Islam sendiri memiliki contoh mulia seperti Rufaidah Al-Aslamiyah, perawat pertama dalam sejarah Islam yang merawat tentara terluka di medan perang. Rasulullah SAW pun memerintahkan para sahabiyah untuk belajar dasar-dasar medis. Ini menunjukkan bahwa kontribusi perempuan di ruang publik bukan hal baru, melainkan tradisi yang sejalan dengan nilai-nilai Islam.

Pertanyaannya: bukankah lebih baik menciptakan sistem yang melindungi semua pihak daripada membatasi gerak separuh populasi manusia?

Bayangkan jika semua tenaga medis adalah laki-laki. Bagaimana perasaan seorang ibu muda yang harus menjalani pemeriksaan kandungan? Atau remaja perempuan yang membutuhkan konsultasi kesehatan reproduksi?

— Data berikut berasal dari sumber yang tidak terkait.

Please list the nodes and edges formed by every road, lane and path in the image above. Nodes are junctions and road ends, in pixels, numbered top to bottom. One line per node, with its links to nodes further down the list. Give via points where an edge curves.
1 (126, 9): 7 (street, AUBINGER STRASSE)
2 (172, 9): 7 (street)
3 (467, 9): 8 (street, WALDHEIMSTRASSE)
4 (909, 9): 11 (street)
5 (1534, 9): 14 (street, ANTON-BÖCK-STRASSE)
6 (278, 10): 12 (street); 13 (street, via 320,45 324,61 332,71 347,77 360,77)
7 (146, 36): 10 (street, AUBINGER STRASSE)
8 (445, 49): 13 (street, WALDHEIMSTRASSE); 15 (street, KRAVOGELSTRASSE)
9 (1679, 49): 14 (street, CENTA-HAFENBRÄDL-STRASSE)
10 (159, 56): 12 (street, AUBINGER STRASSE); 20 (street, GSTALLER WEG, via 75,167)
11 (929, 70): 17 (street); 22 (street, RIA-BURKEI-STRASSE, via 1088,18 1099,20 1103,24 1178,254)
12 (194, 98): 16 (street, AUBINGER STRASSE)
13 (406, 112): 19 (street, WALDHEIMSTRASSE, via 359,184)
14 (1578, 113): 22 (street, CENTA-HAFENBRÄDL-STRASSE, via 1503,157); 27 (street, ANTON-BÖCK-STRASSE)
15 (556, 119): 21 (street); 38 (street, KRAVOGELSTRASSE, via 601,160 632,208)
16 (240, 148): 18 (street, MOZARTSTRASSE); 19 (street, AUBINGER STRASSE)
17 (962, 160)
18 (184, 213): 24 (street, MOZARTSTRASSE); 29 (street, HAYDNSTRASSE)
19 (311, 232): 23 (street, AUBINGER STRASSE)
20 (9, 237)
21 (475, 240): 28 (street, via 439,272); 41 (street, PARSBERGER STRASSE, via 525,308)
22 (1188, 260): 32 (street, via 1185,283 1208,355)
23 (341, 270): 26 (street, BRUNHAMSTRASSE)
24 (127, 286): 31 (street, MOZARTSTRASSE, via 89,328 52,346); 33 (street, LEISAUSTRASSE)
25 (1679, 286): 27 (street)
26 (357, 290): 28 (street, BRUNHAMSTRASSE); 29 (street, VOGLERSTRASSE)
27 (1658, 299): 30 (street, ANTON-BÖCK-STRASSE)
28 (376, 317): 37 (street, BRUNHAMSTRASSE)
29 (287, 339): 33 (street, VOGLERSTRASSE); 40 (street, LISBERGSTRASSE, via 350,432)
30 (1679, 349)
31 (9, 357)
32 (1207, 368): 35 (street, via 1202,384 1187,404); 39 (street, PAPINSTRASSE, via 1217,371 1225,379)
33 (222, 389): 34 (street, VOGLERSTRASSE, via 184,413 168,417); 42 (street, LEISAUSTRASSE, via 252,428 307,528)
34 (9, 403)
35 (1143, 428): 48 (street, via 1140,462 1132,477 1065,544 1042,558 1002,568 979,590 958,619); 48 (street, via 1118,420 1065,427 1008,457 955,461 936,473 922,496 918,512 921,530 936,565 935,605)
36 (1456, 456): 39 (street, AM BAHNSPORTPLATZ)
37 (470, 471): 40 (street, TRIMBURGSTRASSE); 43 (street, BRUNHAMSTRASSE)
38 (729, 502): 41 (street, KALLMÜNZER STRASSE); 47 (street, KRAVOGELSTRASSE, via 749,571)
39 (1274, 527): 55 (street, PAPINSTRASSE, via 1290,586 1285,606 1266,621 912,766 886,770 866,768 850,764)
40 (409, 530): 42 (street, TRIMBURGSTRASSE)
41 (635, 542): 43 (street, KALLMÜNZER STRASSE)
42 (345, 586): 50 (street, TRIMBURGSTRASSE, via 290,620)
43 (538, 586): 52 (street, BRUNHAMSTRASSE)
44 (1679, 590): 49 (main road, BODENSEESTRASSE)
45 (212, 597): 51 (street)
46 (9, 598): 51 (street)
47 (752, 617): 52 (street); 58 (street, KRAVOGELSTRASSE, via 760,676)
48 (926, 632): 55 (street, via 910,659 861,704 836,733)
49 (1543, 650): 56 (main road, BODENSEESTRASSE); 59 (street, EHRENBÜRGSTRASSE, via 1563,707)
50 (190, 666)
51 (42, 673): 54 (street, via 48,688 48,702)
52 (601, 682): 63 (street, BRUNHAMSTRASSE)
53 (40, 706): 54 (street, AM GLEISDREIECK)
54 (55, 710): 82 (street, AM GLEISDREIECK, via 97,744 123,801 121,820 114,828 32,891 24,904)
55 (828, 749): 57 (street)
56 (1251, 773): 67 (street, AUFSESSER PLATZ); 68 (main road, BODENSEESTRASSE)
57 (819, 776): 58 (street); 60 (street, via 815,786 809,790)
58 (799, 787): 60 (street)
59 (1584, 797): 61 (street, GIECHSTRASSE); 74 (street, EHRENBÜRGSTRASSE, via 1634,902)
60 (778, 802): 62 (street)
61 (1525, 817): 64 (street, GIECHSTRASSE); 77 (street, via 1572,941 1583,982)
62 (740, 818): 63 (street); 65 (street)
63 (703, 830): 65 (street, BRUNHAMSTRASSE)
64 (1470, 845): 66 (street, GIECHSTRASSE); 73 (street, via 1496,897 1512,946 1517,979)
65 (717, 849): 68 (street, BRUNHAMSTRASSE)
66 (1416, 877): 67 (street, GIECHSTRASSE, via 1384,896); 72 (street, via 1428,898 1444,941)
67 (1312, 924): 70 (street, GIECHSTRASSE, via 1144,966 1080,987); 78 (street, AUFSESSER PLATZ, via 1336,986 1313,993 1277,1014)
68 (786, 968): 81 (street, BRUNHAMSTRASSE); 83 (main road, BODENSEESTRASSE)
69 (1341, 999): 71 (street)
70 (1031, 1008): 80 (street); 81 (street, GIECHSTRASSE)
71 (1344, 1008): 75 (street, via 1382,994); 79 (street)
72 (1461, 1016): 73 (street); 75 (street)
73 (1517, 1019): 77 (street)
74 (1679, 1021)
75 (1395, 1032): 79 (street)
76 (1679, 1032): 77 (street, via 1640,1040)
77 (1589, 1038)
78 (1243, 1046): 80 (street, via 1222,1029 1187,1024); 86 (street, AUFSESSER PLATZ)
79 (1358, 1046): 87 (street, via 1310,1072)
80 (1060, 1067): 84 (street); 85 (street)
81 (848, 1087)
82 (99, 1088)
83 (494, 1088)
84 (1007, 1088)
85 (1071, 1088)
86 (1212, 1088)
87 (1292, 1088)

Ketidaknyamanan ini bukan sekadar masalah privasi, melainkan bisa menjadi penghalang akses kesehatan yang vital.

Polisi perempuan juga memainkan peran unik. Data kepolisian menunjukkan bahwa laporan kekerasan terhadap perempuan meningkat 40% ketika ada unit khusus yang ditangani polwan. Korban seringkali lebih nyaman bercerita kepada sesama perempuan, terutama dalam kasus sensitif seperti pelecehan atau KDRT.

Guru perempuan di pesantren dan madrasah juga menjadi garda terdepan dalam pendidikan akhlak bagi santriwati. Mereka bisa menjadi figur yang memahami dinamika psikologis remaja perempuan yang mana sesuatu yang sulit digantikan oleh ustadz laki-laki.

Di dunia modern, konselor perempuan di kampus atau tempat kerja menjadi tempat curhat yang aman bagi mahasiswi atau karyawati yang mengalami masalah. Keberadaan mereka bisa mencegah banyak kasus depresi yang tidak terdeteksi.

Bahkan di sektor yang dianggap "maskulin" seperti teknologi, perempuan programmer bisa menjadi role model yang mendorong lebih banyak perempuan masuk ke bidang STEM (Science, Technology, Engineering, Mathematics). Ini penting untuk memastikan produk teknologi tidak bias gender.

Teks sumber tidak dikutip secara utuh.